La belle et la bête (1946)

ATTENTION! Mean spoiler below!

Second viewing (1st on April 12, 1992).

English title: Beauty and the Beast

Based on the short story by Jeanne-Marie Le Prince de Beaumont (1st pub. 1756), in turn an adaptation of a longer narrative work by Gabrielle-Suzanne Barbot de Villeneuve (1st pub. 1740), which in turn was based on a traditional fairy tale.
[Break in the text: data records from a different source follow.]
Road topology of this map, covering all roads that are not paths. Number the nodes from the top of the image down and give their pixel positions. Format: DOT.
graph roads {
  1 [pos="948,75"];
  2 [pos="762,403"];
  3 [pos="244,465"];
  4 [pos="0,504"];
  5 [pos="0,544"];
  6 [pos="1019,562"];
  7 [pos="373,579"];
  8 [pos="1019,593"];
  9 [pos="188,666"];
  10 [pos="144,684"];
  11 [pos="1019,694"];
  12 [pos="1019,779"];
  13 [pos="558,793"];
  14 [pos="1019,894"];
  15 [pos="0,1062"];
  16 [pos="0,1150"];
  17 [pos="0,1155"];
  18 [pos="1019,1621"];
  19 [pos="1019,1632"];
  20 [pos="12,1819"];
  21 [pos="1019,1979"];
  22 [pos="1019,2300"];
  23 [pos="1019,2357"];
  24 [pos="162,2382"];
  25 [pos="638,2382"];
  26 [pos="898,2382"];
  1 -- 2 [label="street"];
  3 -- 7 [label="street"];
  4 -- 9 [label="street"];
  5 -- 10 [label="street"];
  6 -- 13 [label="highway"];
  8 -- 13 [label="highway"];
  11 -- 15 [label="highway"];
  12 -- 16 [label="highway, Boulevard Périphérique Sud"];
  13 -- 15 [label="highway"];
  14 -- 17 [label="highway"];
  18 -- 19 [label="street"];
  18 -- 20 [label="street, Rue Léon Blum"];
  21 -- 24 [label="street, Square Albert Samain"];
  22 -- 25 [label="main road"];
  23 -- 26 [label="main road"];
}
I must be excused, yet again, for not being able of new insights about this film. Most has already been said, and often brilliantly so. Let me just say that it is a felicitous work, in which nothing seems to go wrong, and some things go very right. There is one thing, however, that bothers, or rather, intrigues me, and that is the ending. I did not read many reviews, therefore I do not know whether anyone had the same reaction as I did. Most of what I did read tended to emphasize the allegorical aspect of the story and thus of the ending. I in turn, while agreeing with this interpretation, cannot avoid looking also to the straight facts that happen, namely that Avenant is killed and robbed of his appearance, a fact that does not make the Beast a model of virtue; the fact that Beauty is OK with this is a bit shocking, and does not make her a paragon of morality either. I guess, as they say, and I have quoted just the other day, all is fair in love and war.